Achievement: Huet, Paul (Paris (75), October 3, 1803 (10 Vendémiaire An 12) - Paris (75), January 9, 1869) (Painter)
View of Château d'Arques near Dieppe
View of Château d'Arques near Dieppe
Production: 1838 - 1839
Area: Painting
Technique(s): Canvas (oil paint)
Dimensions : H. 115 cm ; W. 187 cm
Inventory no.: PE.514
Photo credit(s) :
Lauginie, François
Cartel
Trained in the workshops of Guérin and Gros, Paul Huet developed a sensitivity that he turned towards landscape, where he soon became one of the torchbearers of the new Romantic school.
Like many artists of his time, he was deeply influenced by Normandy, where he stayed from 1825 onwards, and whose landscapes echoed the English painting his generation was discovering through John Constable's Salon entries and the presence in Paris of British artists such as Bonington.

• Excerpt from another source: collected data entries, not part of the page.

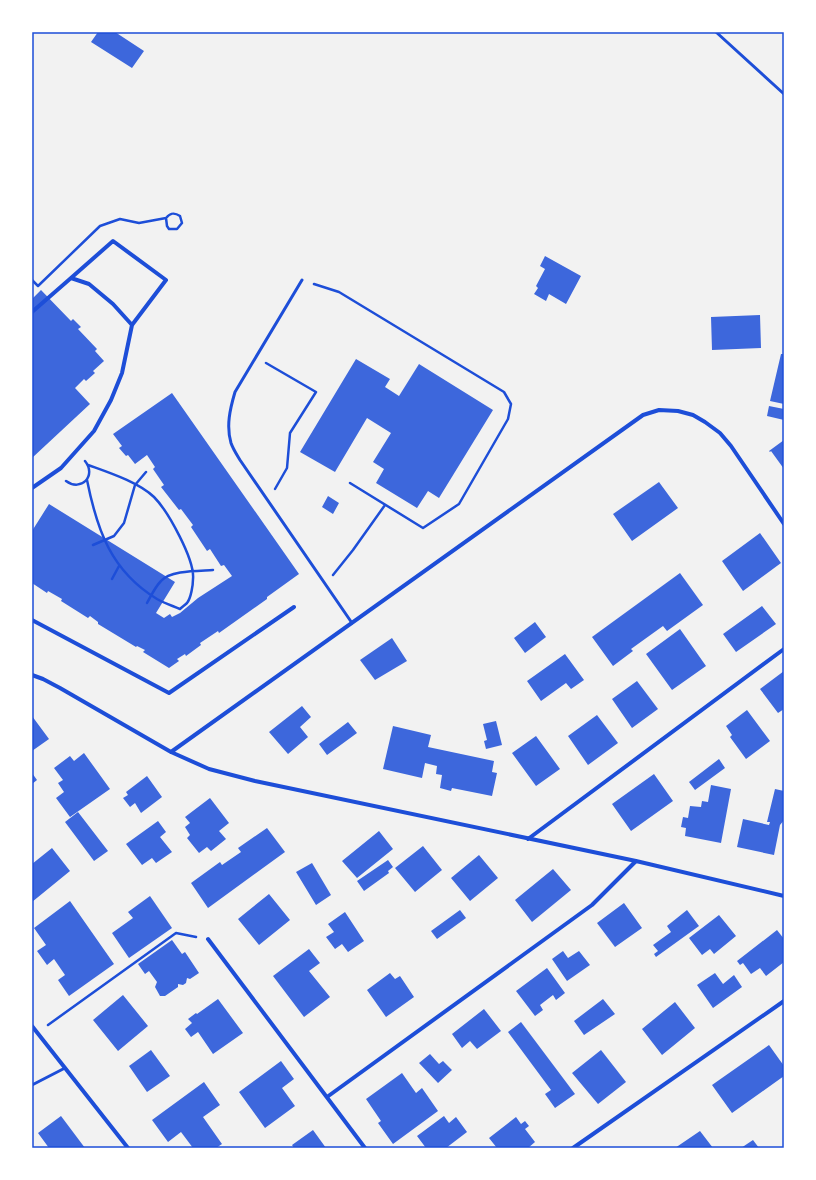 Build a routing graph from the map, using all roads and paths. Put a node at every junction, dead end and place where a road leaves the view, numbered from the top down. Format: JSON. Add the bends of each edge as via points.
{"nodes":[{"id":1,"x":716,"y":32,"type":"edge"},
{"id":2,"x":784,"y":94,"type":"edge"},
{"id":3,"x":166,"y":218,"type":"joint"},
{"id":4,"x":71,"y":278,"type":"junction"},
{"id":5,"x":302,"y":280,"type":"joint"},
{"id":6,"x":32,"y":312,"type":"edge"},
{"id":7,"x":132,"y":325,"type":"junction"},
{"id":8,"x":256,"y":357,"type":"junction"},
{"id":9,"x":69,"y":459,"type":"junction"},
{"id":10,"x":88,"y":465,"type":"junction"},
{"id":11,"x":61,"y":468,"type":"junction"},
{"id":12,"x":146,"y":472,"type":"dead end"},
{"id":13,"x":87,"y":480,"type":"junction"},
{"id":14,"x":350,"y":483,"type":"dead end"},
{"id":15,"x":136,"y":485,"type":"junction"},
{"id":16,"x":32,"y":488,"type":"edge"},
{"id":17,"x":268,"y":501,"type":"junction"},
{"id":18,"x":385,"y":505,"type":"junction"},
{"id":19,"x":784,"y":524,"type":"edge"},
{"id":20,"x":105,"y":540,"type":"junction"},
{"id":21,"x":93,"y":545,"type":"dead end"},
{"id":22,"x":119,"y":566,"type":"junction"},
{"id":23,"x":213,"y":570,"type":"dead end"},
{"id":24,"x":192,"y":571,"type":"junction"},
{"id":25,"x":112,"y":579,"type":"dead end"},
{"id":26,"x":326,"y":585,"type":"junction"},
{"id":27,"x":152,"y":595,"type":"junction"},
{"id":28,"x":147,"y":603,"type":"dead end"},
{"id":29,"x":294,"y":607,"type":"dead end"},
{"id":30,"x":32,"y":620,"type":"edge"},
{"id":31,"x":352,"y":623,"type":"junction"},
{"id":32,"x":784,"y":649,"type":"edge"},
{"id":33,"x":32,"y":675,"type":"edge"},
{"id":34,"x":171,"y":752,"type":"junction"},
{"id":35,"x":528,"y":839,"type":"junction"},
{"id":36,"x":636,"y":861,"type":"junction"},
{"id":37,"x":784,"y":896,"type":"edge"},
{"id":38,"x":208,"y":939,"type":"joint"},
{"id":39,"x":784,"y":1001,"type":"edge"},
{"id":40,"x":32,"y":1026,"type":"edge"},
{"id":41,"x":37,"y":1033,"type":"junction"},
{"id":42,"x":65,"y":1068,"type":"junction"},
{"id":43,"x":32,"y":1085,"type":"edge"},
{"id":44,"x":327,"y":1097,"type":"junction"},
{"id":45,"x":128,"y":1148,"type":"edge"},
{"id":46,"x":365,"y":1148,"type":"edge"},
{"id":47,"x":573,"y":1148,"type":"edge"}],
"edges":[{"from":1,"to":2,"type":"lane"},
{"from":3,"to":3,"type":"path","via":[[166,226],[169,229],[177,229],[182,223],[180,216],[176,214],[168,215]]},
{"from":4,"to":6,"type":"street"},
{"from":4,"to":7,"type":"street","via":[[89,284],[113,304]]},
{"from":4,"to":7,"type":"street","via":[[113,241],[166,280]]},
{"from":5,"to":8,"type":"lane"},
{"from":5,"to":18,"type":"path","via":[[339,292],[504,392],[511,404],[508,419],[459,504],[423,528]]},
{"from":7,"to":9,"type":"street","via":[[122,372],[111,400],[94,431]]},
{"from":8,"to":17,"type":"lane","via":[[235,392],[228,424],[232,444],[240,460]]},
{"from":8,"to":17,"type":"path","via":[[316,392],[290,433],[287,468]]},
{"from":9,"to":10,"type":"path","via":[[84,459]]},
{"from":9,"to":11,"type":"street"},
{"from":10,"to":13,"type":"path","via":[[90,473]]},
{"from":10,"to":15,"type":"path"},
{"from":11,"to":13,"type":"path","via":[[66,482],[73,485]]},
{"from":11,"to":16,"type":"street"},
{"from":12,"to":15,"type":"path"},
{"from":13,"to":20,"type":"path","via":[[98,526]]},
{"from":14,"to":18,"type":"path"},
{"from":15,"to":20,"type":"path","via":[[124,523],[114,536]]},
{"from":15,"to":24,"type":"path","via":[[154,497],[169,517],[182,541]]},
{"from":17,"to":26,"type":"lane"},
{"from":18,"to":26,"type":"path"},
{"from":19,"to":31,"type":"street","via":[[720,433],[693,415],[659,410],[643,415]]},
{"from":20,"to":21,"type":"path"},
{"from":20,"to":22,"type":"path"},
{"from":22,"to":25,"type":"path"},
{"from":22,"to":27,"type":"path","via":[[137,585]]},
{"from":23,"to":24,"type":"path"},
{"from":24,"to":27,"type":"path","via":[[176,573],[161,579]]},
{"from":24,"to":27,"type":"path","via":[[194,578],[188,602],[180,609]]},
{"from":26,"to":31,"type":"lane"},
{"from":27,"to":28,"type":"path"},
{"from":29,"to":30,"type":"street","via":[[169,693]]},
{"from":31,"to":34,"type":"street"},
{"from":32,"to":35,"type":"street"},
{"from":33,"to":34,"type":"street","via":[[60,688]]},
{"from":34,"to":35,"type":"street","via":[[210,769],[255,781]]},
{"from":35,"to":36,"type":"street"},
{"from":36,"to":37,"type":"street"},
{"from":36,"to":44,"type":"street","via":[[592,905]]},
{"from":38,"to":41,"type":"path","via":[[176,933]]},
{"from":38,"to":44,"type":"street"},
{"from":39,"to":47,"type":"street"},
{"from":40,"to":41,"type":"street"},
{"from":41,"to":42,"type":"street"},
{"from":42,"to":43,"type":"lane"},
{"from":42,"to":45,"type":"street"},
{"from":44,"to":46,"type":"street"}]}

The valley of the Château d'Arques-La Bataille, built in the 12th century and witness to Henri IV's victory over the Catholic League during the Wars of Religion in 1589, was the perfect setting for the picturesque aspirations of the Romantic and Picturesque Travels in Ancient France, in which Nodier and Taylor listed ruined sites where nature and history met. Huet went there in 1829 during a stay with Dumas, and drew from the memory of this inhabited nature a vast composition intended for the Diorama Montesquieu, a short-lived enterprise that closed its doors shortly after its inauguration in 1830. The painting was then transferred to the Gaité, where it was destroyed in a fire.
In 1838, the French government commissioned a reduction of his famous painting, which was exhibited at the Salon of 1840 to great acclaim. The mastery of atmospheric effects and the accuracy of the changing light of the Normandy climate enliven a nature "as it should be understood, imbued with reality and penetrated with poetry", as his friend Victor Hugo said of him. The wet skies of stormy gray and the intense greens of the Normandy bocage find one of their most vivid transcriptions under his brush.
The painting was sent to Orléans as early as 1840, no doubt at the request of Paul-Horace Demadières-Miron, director from 1838 to 1852, with whom Romantic painting made its debut on the Museum's walls.
Provenance
Commissioned by the French State for the Ministry of the Interior, 1838.
Salon of 1840, no. 864.
Donated by the French State to the Musée des Beaux-Arts d'Orléans, 1840.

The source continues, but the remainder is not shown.